__WHAT YOU ARE ASKED TO DO__:
From the entries that follow, extract each line holding the string "using".

• • • • • • •

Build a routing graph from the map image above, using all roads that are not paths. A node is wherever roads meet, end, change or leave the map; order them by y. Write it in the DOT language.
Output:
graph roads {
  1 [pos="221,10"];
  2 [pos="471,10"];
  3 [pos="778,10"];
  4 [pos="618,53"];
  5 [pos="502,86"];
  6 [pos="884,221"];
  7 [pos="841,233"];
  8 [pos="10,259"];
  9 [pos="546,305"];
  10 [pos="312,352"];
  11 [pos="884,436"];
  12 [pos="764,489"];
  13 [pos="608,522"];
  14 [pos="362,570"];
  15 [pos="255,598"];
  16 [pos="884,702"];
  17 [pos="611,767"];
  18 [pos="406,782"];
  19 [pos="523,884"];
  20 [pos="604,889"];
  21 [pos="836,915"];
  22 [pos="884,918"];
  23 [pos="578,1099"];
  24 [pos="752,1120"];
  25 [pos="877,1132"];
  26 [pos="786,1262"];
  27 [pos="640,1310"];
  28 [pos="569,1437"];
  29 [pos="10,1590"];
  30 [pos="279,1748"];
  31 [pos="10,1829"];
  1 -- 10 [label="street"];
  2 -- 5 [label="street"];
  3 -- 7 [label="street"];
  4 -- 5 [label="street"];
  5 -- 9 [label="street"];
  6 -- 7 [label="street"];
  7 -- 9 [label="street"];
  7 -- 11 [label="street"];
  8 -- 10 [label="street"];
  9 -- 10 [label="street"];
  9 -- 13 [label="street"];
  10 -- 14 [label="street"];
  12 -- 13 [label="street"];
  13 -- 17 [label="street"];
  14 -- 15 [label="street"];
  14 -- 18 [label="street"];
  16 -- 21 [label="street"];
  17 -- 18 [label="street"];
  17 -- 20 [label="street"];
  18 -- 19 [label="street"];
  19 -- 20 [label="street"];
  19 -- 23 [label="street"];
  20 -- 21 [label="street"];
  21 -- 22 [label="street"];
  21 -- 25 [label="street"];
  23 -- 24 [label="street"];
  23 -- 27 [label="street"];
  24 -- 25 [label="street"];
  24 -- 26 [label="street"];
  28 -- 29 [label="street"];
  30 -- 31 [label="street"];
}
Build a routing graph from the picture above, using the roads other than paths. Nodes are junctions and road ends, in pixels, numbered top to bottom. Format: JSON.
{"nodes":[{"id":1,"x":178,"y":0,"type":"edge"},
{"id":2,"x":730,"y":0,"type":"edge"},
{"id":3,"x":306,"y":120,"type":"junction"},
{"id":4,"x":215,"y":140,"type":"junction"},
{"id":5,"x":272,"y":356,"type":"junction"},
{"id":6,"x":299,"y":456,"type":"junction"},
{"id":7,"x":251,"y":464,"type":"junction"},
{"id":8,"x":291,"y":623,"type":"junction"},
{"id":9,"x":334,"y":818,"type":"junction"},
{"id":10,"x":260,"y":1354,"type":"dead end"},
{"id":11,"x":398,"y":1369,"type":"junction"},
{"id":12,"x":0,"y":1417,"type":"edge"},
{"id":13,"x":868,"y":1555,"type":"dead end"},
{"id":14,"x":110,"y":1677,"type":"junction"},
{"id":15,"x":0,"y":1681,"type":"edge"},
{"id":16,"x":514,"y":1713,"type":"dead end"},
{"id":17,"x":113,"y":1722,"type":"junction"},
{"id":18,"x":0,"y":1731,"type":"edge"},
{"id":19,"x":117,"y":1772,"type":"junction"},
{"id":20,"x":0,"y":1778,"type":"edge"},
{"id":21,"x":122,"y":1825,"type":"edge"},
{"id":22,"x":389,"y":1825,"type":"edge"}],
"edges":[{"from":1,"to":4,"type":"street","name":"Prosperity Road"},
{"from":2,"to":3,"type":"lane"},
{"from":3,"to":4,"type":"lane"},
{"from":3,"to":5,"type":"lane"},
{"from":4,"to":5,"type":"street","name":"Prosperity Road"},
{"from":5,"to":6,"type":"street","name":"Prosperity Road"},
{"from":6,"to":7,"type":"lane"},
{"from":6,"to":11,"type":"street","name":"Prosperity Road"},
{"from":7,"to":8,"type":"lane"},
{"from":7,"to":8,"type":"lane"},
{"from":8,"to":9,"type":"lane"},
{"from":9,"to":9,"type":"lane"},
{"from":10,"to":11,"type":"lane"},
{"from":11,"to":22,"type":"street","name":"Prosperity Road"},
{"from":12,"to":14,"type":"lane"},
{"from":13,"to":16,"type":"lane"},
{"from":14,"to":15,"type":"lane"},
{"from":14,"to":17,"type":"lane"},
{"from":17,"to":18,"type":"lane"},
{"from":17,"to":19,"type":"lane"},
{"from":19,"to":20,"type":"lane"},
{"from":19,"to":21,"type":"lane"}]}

• • • • • • •

__ANSWER BOX__:
Build a routing graph from the map image above, using all roads that are not paths. A node is wherever roads meet, end, change or leave the map; order them by y. Write it in the DOT language.
Build a routing graph from the picture above, using the roads other than paths. Nodes are junctions and road ends, in pixels, numbered top to bottom. Format: JSON.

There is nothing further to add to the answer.